Dr. Bunn: My criticisms would be about the surrogate markers. The data thus far suggest that mutations are not going to be as important for the antibody as they are for the small molecule inhibitors. Again, 90% of the people have wild-type receptors. That's the major problem with mutation: it is only pertinent, at least in North America, to 10% or 12% of the population. But wouldn't we like to know if fluorescence in situ hybridization or immunohistochemistry or something else would enrich populations for this drug? There's not a single paper on any of that. When we get done with all these trials, we are not going to know whether enrichment would help this drug. So that is my major criticism. The Southwest Oncology Group trial has been criticized for not having markers, but a randomized phase II to see whether sequential looks better than combination makes sense.
Dr. David Johnson: I also think the Southwest Oncology Group trial is one that I would do.
Dr. Glenwood Goss: I thought you should have a comment from somebody who is never going to be president of American Society of Clinical Oncology.
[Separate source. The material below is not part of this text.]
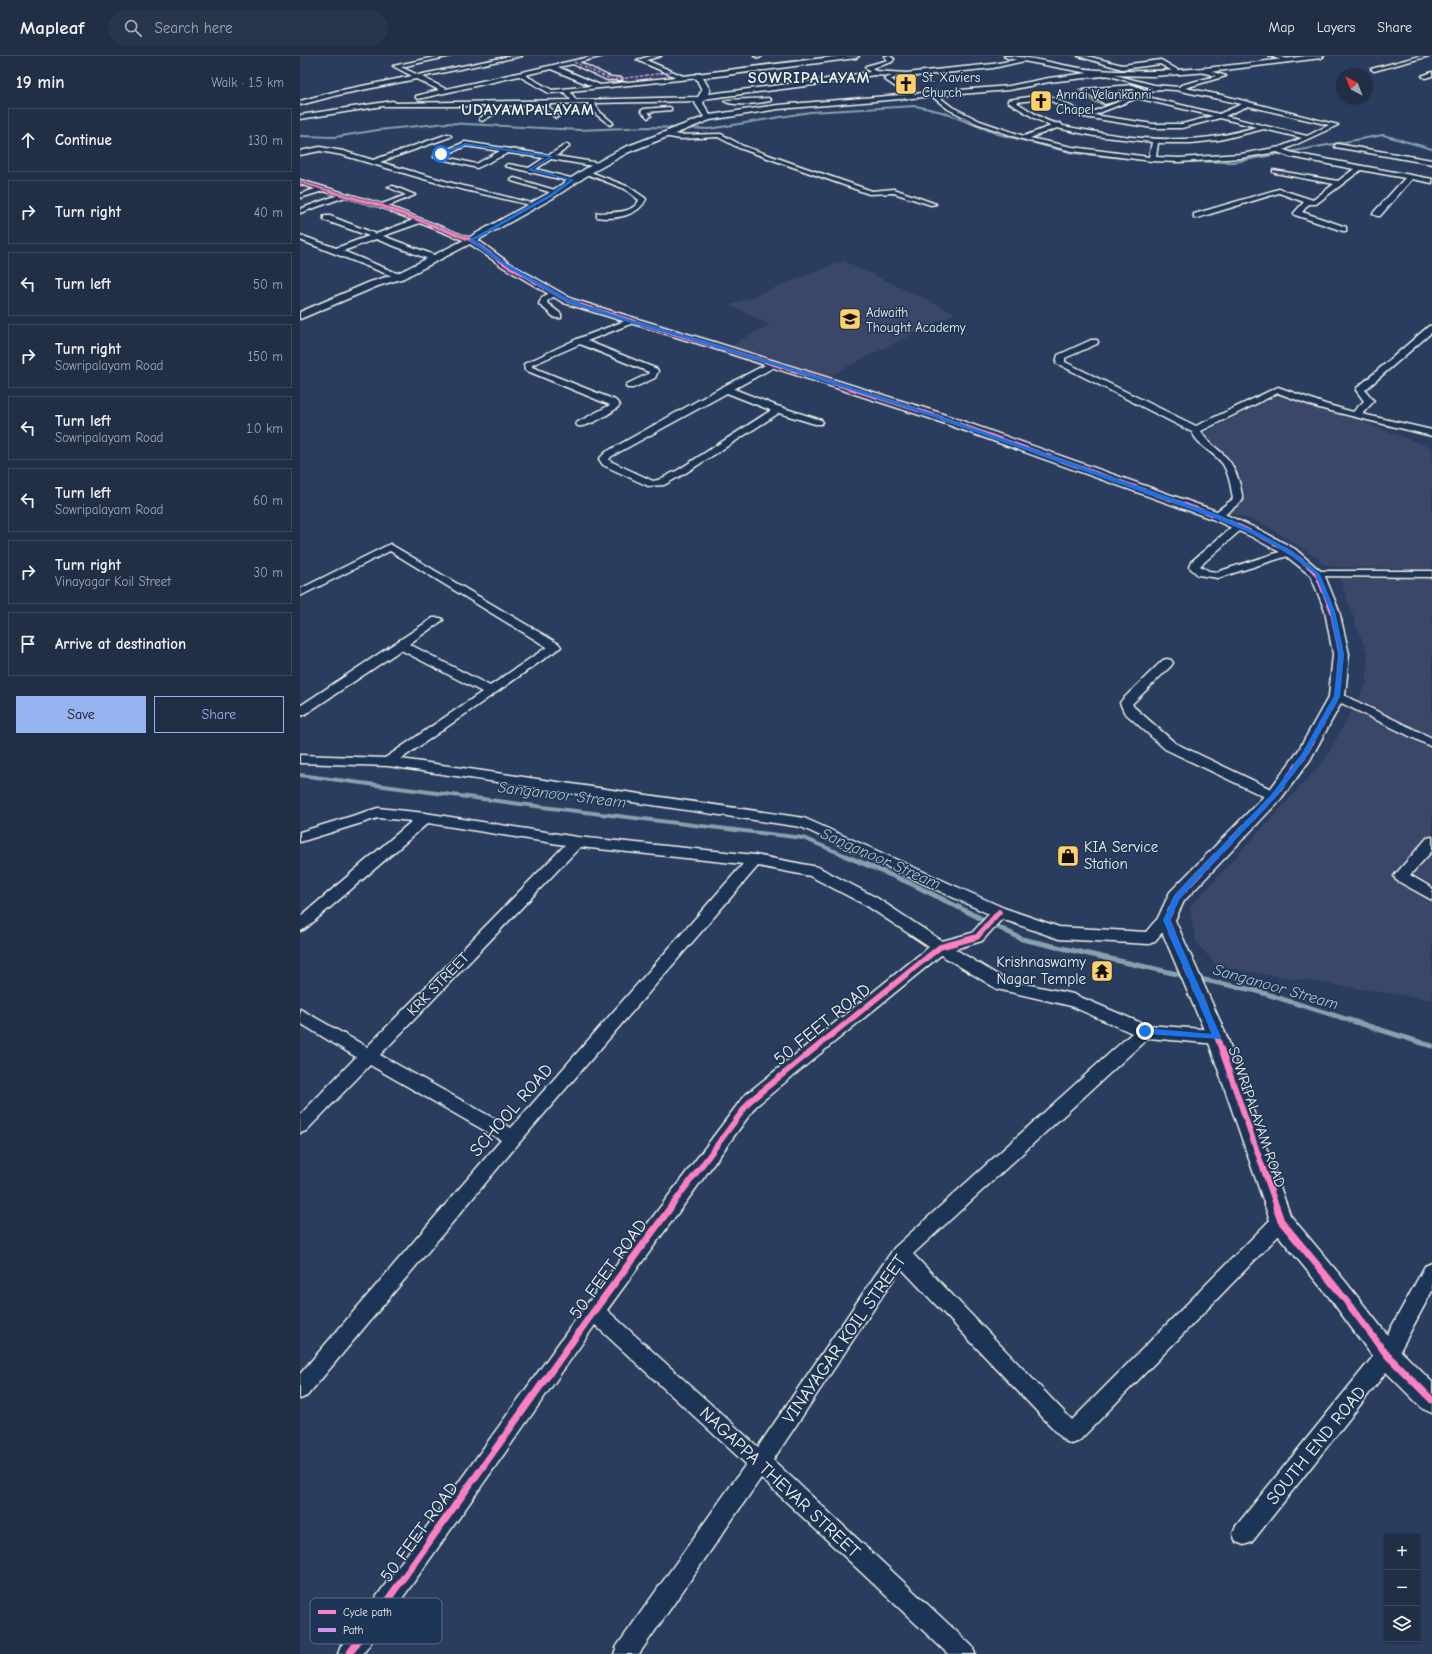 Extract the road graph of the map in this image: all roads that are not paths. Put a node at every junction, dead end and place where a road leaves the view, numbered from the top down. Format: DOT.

The phase II studies are not overwhelming, and phase II results are usually better than phase III results. I can tell you that, outside of the United States, an i.v. drug will not be used in non–small-cell lung cancer unless they can define a population which allows a better result than is seen in that randomized phase II study.
Dr. Lilenbaum: I don't disagree with most of the comments. I think that it is very hard to get a signal from those studies, and most people now would say there is not enough to move on to a phase III to study the combination with chemotherapy. I'm intrigued, though, by the cetuximab and radiation data. Few people here would have predicted the difference in survival that was reached in that trial [Proc Am Soc Clin Oncol 2004, abstract 5507]. So I still think that maybe the role for this drug will be locally advanced disease.
Presented at the Third Cambridge Conference on Novel Agents in the Treatment of Lung Cancer: Advances in EGFR-Targeted Agents, September 23-24, 2005, Cambridge, Massachusetts.